Generally, IP consumers are doing two levels of IP-based reuse. First, they re-use fixed instruction set architecture (ISA) processors because by configuring and extending the instruction set they can make the base into something of their own. “They can add differentiation to it that you don’t get if you just license totally fixed processors from a totally fixed kind of processor company,” said Grant Martin, chief scientist at Tensilica.
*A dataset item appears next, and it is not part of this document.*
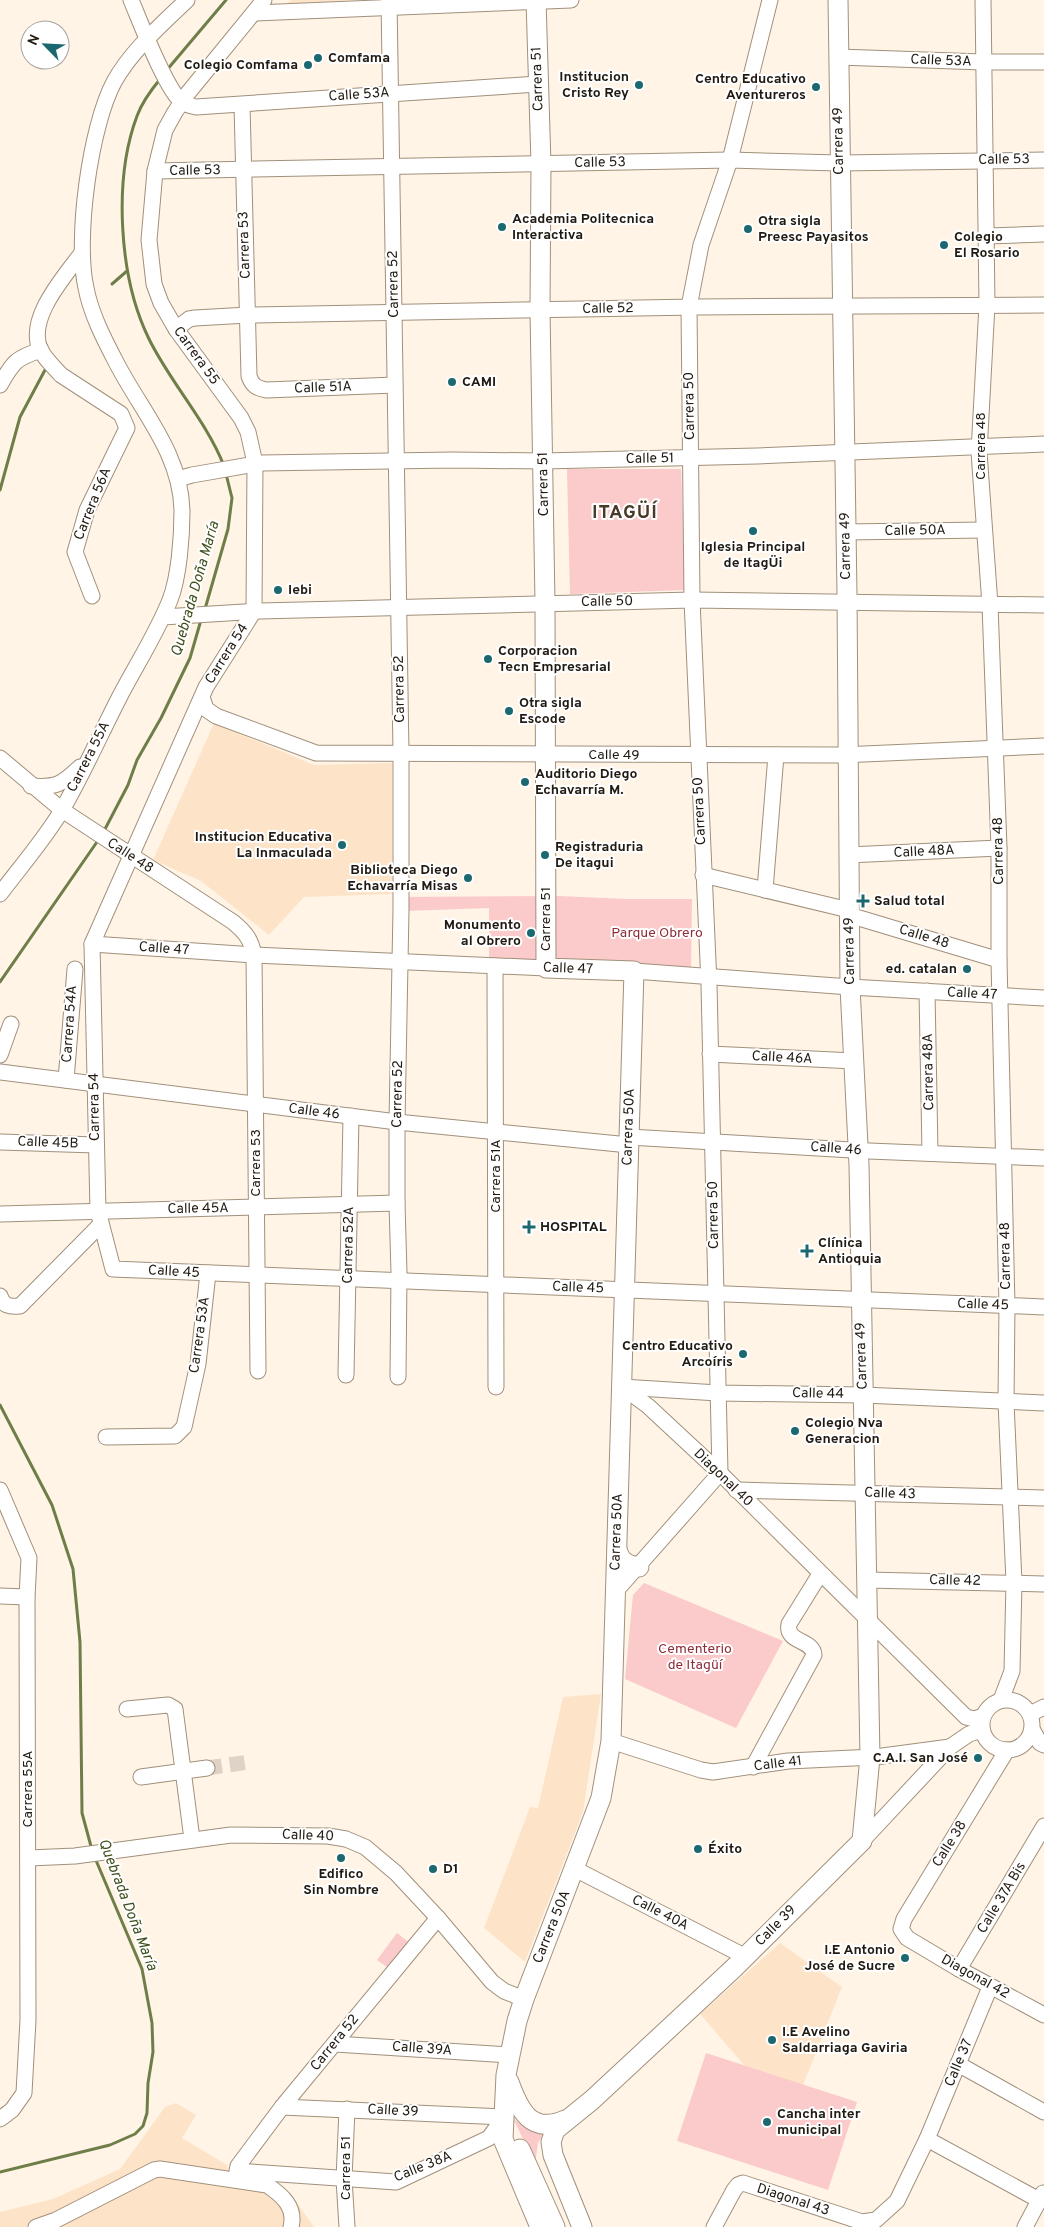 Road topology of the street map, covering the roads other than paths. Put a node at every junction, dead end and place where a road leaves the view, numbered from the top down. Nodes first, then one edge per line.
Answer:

Another level of IP-based reuse includes configuring and extending a processor because substantial reductions in energy consumption and peak power dissipation can be achieved if it can be tightly tuned to the application. “We can actually start by a processor type in a domain. I think audio processing is a really good illustration of how the application-specific nature to a processor allows you to get substantial reductions in energy consumption for very standard things like various kinds of audio codecs because the instructions you execute are so tuned to the application itself,” he said. “In many, many handheld and portable devices, people use programmable audio processors or ASIPs (application-specific instruction-set processors) that are highly tuned in that way. And it’s very few people who, as a result, would be tempted into designing their own unique hardware blocks for that function.”

MIPS has seen much of the same activity among its customers. Mark Throndson, director of product marketing, said customers often leverage standard IP such as a piece of USB IP, as it is “probably much better to leverage somebody’s standard implementation and the various compatibility testing and certifications that it’s already gone through from the supplier than going and rolling their own, over and over again.”

MIPS believes that in addition to the inherent value in terms of core functionality, the ecosystem is just as important. “It’s standards, it’s the breadth of software and an ecosystem around a standard microprocessor architecture in the industry—and the value on that is huge,” he said. “It makes a lot more sense in most cases for companies to leverage a standard architecture like MIPS to gain access to tools, software and surrounding components on the SoC than to ‘roll your own’ in that regard.”

Low-power considerations for reusing IP
When it comes to low-power considerations of IP re-use, there are two areas not governed by standards: power consumption and area.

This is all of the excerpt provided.